GIVEN INFORMATION =>
=== Begin Enclosure ===

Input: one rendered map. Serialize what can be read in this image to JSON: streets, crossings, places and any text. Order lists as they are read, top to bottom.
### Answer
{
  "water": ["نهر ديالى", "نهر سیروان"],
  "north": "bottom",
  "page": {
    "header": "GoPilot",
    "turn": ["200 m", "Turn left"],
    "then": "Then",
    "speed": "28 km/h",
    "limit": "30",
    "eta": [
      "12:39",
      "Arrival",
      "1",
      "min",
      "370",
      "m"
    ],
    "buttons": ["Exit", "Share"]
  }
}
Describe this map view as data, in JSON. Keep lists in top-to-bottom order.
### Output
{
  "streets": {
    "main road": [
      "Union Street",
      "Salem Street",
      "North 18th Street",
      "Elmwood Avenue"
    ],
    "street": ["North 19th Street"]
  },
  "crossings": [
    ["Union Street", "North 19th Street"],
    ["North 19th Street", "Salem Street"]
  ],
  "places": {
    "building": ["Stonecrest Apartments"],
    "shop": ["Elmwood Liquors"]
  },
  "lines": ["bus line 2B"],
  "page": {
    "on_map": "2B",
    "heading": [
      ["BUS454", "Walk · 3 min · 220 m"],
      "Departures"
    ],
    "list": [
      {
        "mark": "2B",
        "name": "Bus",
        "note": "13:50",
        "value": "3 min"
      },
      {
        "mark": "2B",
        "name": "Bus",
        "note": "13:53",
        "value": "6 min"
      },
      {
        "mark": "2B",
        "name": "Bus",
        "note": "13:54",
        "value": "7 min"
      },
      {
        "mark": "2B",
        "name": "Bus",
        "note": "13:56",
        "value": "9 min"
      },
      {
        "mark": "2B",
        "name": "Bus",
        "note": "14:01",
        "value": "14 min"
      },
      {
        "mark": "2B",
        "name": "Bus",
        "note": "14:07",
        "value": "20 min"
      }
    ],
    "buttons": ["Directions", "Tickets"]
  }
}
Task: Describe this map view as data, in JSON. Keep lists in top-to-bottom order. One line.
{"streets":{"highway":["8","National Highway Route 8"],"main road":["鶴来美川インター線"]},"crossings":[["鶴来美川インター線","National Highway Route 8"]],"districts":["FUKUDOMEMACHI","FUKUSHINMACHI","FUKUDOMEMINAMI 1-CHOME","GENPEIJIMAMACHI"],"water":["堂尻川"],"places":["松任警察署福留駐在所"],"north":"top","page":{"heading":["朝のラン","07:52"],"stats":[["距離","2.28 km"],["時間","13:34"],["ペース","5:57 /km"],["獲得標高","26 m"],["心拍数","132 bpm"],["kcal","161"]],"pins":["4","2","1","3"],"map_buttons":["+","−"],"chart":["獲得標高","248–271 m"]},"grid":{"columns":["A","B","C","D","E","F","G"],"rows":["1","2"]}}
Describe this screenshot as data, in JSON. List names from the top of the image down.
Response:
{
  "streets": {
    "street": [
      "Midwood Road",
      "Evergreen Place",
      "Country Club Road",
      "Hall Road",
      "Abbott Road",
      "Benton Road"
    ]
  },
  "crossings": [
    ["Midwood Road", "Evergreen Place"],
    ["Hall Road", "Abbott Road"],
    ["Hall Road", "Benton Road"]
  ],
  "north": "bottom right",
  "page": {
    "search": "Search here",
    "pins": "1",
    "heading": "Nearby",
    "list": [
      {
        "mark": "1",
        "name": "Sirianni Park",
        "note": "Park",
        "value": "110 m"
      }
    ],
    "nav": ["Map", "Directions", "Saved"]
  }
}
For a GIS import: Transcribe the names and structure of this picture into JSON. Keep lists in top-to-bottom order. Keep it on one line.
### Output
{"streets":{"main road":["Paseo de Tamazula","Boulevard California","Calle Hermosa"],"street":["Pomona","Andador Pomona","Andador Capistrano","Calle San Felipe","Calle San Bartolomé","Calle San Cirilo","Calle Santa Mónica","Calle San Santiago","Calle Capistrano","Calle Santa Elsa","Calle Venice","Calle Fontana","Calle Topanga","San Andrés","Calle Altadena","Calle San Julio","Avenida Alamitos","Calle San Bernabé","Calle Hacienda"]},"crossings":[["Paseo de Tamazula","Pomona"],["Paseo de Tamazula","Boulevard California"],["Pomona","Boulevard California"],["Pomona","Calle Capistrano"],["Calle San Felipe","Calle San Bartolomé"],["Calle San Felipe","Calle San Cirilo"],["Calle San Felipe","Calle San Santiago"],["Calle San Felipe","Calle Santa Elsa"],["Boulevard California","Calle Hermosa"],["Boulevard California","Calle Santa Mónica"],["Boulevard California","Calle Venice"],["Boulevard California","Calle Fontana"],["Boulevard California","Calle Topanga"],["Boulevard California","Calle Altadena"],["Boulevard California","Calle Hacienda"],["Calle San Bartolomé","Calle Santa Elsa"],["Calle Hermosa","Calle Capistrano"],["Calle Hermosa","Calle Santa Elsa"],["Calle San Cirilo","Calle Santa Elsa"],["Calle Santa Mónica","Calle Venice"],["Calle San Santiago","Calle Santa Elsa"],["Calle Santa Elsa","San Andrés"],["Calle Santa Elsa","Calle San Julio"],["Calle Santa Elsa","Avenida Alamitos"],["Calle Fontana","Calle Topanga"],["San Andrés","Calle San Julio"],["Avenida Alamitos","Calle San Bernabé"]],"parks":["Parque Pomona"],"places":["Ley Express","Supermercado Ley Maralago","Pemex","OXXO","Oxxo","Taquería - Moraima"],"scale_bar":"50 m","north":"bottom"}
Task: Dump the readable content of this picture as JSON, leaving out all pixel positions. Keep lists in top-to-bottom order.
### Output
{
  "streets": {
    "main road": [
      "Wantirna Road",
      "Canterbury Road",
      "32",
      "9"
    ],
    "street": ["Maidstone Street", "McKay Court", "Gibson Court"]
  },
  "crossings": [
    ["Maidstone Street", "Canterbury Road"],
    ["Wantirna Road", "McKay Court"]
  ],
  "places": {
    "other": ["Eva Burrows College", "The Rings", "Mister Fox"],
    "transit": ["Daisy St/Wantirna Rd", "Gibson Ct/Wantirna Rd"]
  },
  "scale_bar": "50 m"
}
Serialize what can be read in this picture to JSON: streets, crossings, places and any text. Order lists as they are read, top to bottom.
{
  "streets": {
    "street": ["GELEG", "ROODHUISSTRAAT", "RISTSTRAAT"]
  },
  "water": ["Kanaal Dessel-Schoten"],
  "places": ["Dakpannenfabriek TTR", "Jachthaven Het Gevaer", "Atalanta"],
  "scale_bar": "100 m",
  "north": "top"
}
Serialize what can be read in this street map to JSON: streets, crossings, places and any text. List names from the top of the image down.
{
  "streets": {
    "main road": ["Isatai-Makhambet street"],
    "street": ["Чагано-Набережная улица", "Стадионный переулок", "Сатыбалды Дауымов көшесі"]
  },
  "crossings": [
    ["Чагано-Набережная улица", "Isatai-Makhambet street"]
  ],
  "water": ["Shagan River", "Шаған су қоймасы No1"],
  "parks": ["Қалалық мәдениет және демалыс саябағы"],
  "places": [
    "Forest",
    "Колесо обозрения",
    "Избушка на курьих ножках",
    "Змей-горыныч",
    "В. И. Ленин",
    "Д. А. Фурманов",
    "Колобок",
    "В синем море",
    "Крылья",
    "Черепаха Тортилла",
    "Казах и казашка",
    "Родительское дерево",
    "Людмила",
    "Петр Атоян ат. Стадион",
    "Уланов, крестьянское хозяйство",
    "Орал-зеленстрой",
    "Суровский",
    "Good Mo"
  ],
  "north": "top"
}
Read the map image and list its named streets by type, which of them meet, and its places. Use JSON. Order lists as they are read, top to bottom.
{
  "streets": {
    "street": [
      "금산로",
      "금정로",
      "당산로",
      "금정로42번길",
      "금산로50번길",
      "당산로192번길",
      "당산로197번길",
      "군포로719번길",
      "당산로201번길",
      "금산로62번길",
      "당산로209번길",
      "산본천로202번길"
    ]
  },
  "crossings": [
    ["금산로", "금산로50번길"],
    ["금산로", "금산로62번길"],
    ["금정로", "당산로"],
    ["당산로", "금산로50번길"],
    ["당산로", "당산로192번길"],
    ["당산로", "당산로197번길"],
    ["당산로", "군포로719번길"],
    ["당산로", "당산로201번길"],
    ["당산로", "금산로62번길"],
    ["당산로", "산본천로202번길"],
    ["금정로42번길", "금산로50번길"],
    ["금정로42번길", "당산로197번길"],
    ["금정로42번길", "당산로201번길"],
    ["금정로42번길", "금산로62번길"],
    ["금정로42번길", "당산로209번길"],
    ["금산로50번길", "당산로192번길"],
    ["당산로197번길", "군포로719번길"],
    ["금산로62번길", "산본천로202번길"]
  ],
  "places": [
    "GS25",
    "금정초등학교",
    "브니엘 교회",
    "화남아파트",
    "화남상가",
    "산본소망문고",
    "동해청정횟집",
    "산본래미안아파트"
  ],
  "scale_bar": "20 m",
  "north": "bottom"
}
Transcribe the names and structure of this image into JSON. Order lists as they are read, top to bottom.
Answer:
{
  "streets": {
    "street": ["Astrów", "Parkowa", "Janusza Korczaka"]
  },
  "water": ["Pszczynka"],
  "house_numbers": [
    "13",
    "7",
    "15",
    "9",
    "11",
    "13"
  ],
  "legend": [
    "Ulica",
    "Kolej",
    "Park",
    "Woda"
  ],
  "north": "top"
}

=== End Enclosure ===

ASSIGNMENT => Within the material above, copy exactly the lines from the line that holds "Describe this screenshot" up to and including the line that holds "For a GIS import: Transcribe".

COMPLETED EXERCISE =>
Describe this screenshot as data, in JSON. List names from the top of the image down.
Response:
{
  "streets": {
    "street": [
      "Midwood Road",
      "Evergreen Place",
      "Country Club Road",
      "Hall Road",
      "Abbott Road",
      "Benton Road"
    ]
  },
  "crossings": [
    ["Midwood Road", "Evergreen Place"],
    ["Hall Road", "Abbott Road"],
    ["Hall Road", "Benton Road"]
  ],
  "north": "bottom right",
  "page": {
    "search": "Search here",
    "pins": "1",
    "heading": "Nearby",
    "list": [
      {
        "mark": "1",
        "name": "Sirianni Park",
        "note": "Park",
        "value": "110 m"
      }
    ],
    "nav": ["Map", "Directions", "Saved"]
  }
}
For a GIS import: Transcribe the names and structure of this picture into JSON. Keep lists in top-to-bottom order. Keep it on one line.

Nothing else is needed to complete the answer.